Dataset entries

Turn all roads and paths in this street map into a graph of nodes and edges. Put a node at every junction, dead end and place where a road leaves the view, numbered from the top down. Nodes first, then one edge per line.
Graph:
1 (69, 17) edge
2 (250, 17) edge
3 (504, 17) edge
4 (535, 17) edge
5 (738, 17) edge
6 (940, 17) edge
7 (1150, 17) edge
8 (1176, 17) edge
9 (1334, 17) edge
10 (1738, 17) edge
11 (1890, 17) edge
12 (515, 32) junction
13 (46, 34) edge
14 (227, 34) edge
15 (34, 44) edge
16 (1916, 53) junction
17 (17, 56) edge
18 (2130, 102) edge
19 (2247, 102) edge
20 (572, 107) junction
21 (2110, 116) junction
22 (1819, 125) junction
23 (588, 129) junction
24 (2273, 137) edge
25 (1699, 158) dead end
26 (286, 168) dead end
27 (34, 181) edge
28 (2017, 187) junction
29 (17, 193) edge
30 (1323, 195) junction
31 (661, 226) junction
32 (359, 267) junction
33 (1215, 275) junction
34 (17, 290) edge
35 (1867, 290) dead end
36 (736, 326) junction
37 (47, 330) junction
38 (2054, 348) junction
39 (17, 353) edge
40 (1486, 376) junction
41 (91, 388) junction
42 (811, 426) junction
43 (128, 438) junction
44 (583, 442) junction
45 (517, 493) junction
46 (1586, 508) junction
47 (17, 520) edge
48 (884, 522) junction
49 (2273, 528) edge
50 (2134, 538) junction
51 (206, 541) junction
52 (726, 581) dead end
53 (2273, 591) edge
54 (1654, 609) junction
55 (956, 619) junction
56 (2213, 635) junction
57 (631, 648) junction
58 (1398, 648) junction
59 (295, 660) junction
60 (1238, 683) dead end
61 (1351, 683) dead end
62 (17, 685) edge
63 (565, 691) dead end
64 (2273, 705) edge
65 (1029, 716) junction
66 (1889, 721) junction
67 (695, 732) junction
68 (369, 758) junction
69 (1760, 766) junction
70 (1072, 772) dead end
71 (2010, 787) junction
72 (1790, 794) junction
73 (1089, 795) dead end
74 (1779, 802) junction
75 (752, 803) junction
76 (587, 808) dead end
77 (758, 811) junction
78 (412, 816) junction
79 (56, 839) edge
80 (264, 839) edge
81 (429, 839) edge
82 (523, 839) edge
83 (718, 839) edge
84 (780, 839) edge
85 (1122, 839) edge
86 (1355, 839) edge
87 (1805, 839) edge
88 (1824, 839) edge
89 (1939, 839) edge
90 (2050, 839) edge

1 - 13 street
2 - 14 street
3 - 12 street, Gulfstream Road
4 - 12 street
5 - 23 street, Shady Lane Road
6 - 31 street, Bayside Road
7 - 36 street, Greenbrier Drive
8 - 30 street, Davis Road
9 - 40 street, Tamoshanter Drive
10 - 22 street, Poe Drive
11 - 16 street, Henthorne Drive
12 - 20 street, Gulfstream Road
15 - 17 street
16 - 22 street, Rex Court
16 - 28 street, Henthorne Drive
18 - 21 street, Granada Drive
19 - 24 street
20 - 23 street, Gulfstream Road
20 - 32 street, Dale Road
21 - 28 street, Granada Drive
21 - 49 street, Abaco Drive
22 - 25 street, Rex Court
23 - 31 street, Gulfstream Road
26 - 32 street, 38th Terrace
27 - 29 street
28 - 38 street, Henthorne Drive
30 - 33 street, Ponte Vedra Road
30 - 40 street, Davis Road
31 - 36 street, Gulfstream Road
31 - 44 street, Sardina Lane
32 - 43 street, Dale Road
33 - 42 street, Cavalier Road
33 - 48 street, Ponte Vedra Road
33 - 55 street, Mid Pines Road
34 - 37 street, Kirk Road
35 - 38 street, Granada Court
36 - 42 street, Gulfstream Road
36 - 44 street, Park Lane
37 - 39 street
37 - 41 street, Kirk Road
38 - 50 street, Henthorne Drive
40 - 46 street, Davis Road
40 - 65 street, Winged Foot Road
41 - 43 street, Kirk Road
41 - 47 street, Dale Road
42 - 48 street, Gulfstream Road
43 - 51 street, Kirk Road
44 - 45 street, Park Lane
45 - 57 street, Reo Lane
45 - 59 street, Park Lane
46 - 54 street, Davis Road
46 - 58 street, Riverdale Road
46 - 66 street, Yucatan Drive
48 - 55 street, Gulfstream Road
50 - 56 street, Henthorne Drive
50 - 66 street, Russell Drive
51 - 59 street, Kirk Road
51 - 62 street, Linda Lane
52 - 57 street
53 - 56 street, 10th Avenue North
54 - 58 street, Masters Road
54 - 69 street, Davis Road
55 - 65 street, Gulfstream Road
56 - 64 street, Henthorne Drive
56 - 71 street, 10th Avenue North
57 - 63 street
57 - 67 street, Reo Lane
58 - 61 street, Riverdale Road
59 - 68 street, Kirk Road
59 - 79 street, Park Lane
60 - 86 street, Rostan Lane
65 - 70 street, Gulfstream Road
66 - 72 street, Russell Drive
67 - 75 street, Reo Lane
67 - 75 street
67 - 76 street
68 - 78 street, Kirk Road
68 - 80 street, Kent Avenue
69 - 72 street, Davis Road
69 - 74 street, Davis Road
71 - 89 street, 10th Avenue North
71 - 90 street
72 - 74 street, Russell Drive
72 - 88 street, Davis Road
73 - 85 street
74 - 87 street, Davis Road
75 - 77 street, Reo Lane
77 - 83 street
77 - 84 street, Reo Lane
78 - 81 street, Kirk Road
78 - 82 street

==

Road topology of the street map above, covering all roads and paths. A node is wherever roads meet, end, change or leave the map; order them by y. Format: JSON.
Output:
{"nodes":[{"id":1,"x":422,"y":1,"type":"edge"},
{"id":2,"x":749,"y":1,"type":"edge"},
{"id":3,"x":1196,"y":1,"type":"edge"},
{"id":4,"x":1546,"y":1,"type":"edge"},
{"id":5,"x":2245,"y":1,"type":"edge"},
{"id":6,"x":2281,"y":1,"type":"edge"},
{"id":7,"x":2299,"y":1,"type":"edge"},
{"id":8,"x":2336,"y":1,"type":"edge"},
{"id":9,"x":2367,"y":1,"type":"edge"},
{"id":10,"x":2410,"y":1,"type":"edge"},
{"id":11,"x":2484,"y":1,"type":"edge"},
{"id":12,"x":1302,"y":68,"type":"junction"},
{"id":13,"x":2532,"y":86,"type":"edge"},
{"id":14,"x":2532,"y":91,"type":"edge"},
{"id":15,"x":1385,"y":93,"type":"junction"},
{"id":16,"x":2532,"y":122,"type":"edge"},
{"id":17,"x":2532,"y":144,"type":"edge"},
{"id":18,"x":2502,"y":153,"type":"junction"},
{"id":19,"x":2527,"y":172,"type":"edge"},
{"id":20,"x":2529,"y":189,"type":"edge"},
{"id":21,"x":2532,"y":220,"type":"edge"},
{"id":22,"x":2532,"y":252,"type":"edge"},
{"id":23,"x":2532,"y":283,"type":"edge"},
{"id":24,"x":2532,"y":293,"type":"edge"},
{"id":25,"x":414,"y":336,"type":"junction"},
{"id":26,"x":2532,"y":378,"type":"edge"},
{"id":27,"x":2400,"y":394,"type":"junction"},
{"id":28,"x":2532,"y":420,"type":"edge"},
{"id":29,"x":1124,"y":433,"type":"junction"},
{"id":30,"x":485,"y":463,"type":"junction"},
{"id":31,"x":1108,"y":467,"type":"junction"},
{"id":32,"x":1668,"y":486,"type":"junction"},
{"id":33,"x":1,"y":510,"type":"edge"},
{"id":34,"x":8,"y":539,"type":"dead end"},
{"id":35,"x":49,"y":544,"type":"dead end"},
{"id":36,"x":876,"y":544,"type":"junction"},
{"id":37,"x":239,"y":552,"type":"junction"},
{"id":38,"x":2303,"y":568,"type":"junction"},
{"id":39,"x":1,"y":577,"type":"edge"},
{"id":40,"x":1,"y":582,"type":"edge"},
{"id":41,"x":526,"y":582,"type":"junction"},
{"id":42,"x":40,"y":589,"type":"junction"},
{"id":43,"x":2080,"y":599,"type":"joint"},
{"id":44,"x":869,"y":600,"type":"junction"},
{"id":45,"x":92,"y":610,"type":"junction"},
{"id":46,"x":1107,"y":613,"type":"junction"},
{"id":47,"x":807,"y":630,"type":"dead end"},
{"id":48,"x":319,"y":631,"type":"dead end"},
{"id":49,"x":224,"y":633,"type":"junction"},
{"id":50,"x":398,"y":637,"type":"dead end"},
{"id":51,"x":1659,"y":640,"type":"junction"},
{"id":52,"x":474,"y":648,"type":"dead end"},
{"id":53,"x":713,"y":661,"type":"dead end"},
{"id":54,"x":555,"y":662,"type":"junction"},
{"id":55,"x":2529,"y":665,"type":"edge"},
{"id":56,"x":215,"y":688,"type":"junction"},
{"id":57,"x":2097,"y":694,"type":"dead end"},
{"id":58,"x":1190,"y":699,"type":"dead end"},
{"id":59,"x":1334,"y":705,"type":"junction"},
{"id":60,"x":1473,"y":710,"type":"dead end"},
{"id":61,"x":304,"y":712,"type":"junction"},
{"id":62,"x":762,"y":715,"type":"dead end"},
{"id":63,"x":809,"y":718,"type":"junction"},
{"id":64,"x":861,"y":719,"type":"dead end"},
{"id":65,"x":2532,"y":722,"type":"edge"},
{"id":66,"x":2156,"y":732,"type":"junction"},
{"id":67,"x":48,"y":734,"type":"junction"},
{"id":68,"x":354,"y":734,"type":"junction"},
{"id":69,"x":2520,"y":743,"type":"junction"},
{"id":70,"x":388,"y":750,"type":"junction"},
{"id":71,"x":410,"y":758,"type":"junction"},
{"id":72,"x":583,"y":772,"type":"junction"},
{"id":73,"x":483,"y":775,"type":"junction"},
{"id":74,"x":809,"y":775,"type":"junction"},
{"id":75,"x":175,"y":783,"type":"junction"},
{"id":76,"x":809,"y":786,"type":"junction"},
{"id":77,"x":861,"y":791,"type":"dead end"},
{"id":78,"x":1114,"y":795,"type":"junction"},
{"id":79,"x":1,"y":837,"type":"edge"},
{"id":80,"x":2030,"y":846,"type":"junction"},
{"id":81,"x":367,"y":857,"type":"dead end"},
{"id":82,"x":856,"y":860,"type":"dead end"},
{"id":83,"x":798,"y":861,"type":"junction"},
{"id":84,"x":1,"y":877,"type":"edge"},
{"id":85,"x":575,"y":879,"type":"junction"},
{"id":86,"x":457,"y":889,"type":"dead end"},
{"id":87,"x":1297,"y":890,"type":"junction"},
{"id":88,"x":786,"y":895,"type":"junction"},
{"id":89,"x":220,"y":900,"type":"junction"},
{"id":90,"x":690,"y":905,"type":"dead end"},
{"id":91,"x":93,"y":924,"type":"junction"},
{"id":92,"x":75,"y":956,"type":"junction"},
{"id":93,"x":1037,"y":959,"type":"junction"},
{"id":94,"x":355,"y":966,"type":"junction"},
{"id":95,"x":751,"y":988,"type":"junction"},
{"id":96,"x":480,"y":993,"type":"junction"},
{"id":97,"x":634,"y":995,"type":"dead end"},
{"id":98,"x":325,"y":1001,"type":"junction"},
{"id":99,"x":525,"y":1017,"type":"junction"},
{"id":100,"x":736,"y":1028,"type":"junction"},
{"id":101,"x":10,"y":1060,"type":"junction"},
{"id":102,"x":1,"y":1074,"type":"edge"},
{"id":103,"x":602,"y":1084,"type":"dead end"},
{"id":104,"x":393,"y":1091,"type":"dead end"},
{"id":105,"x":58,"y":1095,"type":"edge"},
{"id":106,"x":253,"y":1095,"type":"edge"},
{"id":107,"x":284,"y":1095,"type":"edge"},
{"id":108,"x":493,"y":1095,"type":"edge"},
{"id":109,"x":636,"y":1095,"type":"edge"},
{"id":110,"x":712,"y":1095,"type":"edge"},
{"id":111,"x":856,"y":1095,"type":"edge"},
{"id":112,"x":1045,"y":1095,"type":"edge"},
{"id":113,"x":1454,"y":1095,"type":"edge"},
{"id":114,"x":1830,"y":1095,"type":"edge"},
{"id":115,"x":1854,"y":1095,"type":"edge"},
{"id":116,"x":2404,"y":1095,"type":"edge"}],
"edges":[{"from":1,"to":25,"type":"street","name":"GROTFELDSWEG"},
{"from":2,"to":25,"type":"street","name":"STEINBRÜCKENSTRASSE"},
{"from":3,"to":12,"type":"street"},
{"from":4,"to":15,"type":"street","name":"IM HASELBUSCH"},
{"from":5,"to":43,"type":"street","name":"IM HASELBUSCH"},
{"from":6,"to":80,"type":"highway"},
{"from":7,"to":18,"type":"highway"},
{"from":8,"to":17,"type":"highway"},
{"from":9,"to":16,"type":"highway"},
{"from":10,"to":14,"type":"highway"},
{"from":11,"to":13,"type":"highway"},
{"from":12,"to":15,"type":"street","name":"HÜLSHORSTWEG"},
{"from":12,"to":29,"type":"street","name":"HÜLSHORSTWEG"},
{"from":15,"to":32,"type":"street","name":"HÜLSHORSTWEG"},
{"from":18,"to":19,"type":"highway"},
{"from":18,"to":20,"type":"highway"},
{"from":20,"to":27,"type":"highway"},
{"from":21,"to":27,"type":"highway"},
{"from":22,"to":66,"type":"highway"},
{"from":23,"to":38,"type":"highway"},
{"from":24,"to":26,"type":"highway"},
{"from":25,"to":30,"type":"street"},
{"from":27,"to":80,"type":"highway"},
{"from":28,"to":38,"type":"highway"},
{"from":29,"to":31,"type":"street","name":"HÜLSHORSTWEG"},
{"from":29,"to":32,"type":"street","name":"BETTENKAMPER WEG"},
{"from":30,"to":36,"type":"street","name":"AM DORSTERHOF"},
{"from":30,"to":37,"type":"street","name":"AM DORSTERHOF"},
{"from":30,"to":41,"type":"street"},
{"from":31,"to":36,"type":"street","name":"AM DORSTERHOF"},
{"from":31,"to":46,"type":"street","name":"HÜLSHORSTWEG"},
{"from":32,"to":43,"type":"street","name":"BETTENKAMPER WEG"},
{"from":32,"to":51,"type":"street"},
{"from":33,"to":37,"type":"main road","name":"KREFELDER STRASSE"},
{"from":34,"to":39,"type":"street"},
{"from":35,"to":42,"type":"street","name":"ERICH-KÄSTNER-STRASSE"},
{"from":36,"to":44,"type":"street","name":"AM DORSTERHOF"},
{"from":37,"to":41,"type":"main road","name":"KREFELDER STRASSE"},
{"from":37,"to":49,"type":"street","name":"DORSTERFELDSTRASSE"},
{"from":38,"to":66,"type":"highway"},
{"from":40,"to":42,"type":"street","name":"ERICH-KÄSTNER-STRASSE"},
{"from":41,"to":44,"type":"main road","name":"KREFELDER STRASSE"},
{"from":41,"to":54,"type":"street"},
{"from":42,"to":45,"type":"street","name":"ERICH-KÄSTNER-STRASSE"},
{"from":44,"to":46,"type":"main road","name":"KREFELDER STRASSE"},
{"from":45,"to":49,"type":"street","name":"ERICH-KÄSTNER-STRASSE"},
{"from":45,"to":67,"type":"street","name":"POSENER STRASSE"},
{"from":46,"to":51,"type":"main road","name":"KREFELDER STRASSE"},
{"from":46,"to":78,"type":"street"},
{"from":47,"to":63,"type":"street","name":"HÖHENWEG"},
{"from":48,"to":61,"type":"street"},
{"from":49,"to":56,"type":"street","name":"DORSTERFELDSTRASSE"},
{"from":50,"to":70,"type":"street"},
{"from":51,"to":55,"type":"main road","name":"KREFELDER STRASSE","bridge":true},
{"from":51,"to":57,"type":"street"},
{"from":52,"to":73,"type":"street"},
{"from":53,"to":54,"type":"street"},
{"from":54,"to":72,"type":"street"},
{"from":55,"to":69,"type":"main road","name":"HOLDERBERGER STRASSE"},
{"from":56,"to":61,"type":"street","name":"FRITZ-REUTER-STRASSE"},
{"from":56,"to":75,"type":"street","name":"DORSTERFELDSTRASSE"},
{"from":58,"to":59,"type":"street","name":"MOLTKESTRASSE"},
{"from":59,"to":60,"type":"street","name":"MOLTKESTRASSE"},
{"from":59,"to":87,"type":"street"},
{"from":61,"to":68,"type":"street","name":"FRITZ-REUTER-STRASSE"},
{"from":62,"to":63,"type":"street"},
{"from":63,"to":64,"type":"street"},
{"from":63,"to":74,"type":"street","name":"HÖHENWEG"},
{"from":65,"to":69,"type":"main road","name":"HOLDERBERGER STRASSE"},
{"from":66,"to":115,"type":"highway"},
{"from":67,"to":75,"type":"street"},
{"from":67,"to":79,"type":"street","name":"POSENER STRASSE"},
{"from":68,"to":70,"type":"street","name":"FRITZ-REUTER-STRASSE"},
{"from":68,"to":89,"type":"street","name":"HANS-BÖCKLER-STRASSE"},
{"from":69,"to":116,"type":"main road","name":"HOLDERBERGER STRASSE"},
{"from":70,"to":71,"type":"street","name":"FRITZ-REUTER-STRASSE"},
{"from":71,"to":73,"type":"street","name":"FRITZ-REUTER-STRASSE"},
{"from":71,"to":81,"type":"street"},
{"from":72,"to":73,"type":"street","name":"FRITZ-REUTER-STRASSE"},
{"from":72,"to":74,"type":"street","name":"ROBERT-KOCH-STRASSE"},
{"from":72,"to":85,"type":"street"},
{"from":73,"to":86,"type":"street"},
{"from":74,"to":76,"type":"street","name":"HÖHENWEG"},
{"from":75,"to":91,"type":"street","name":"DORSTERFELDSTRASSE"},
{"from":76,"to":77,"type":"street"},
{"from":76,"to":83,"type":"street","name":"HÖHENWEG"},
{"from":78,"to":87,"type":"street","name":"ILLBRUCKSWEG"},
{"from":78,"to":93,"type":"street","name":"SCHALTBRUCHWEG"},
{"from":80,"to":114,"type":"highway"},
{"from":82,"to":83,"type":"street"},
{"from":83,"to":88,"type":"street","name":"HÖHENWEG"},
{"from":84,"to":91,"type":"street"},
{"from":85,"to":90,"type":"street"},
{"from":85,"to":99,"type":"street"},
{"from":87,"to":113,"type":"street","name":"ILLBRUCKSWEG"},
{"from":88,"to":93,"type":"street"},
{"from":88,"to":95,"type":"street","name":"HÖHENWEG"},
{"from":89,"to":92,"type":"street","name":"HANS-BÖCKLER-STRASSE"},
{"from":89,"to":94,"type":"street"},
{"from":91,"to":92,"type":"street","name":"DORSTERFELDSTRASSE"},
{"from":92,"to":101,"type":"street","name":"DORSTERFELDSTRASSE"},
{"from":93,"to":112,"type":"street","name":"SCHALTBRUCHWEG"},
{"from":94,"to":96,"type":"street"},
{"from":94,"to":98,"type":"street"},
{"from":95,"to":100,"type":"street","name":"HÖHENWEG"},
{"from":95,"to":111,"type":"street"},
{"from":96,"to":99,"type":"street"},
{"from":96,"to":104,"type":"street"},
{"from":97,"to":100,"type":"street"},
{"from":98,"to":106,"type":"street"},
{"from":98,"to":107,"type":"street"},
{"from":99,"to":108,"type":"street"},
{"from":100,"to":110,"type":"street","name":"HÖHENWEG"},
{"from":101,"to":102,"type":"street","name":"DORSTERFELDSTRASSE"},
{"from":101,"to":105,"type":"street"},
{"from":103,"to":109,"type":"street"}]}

§ Prompt
When you have gone through the records above, say how many lines include the word "Vedra", and write nothing besides that number.

§ Final answer
2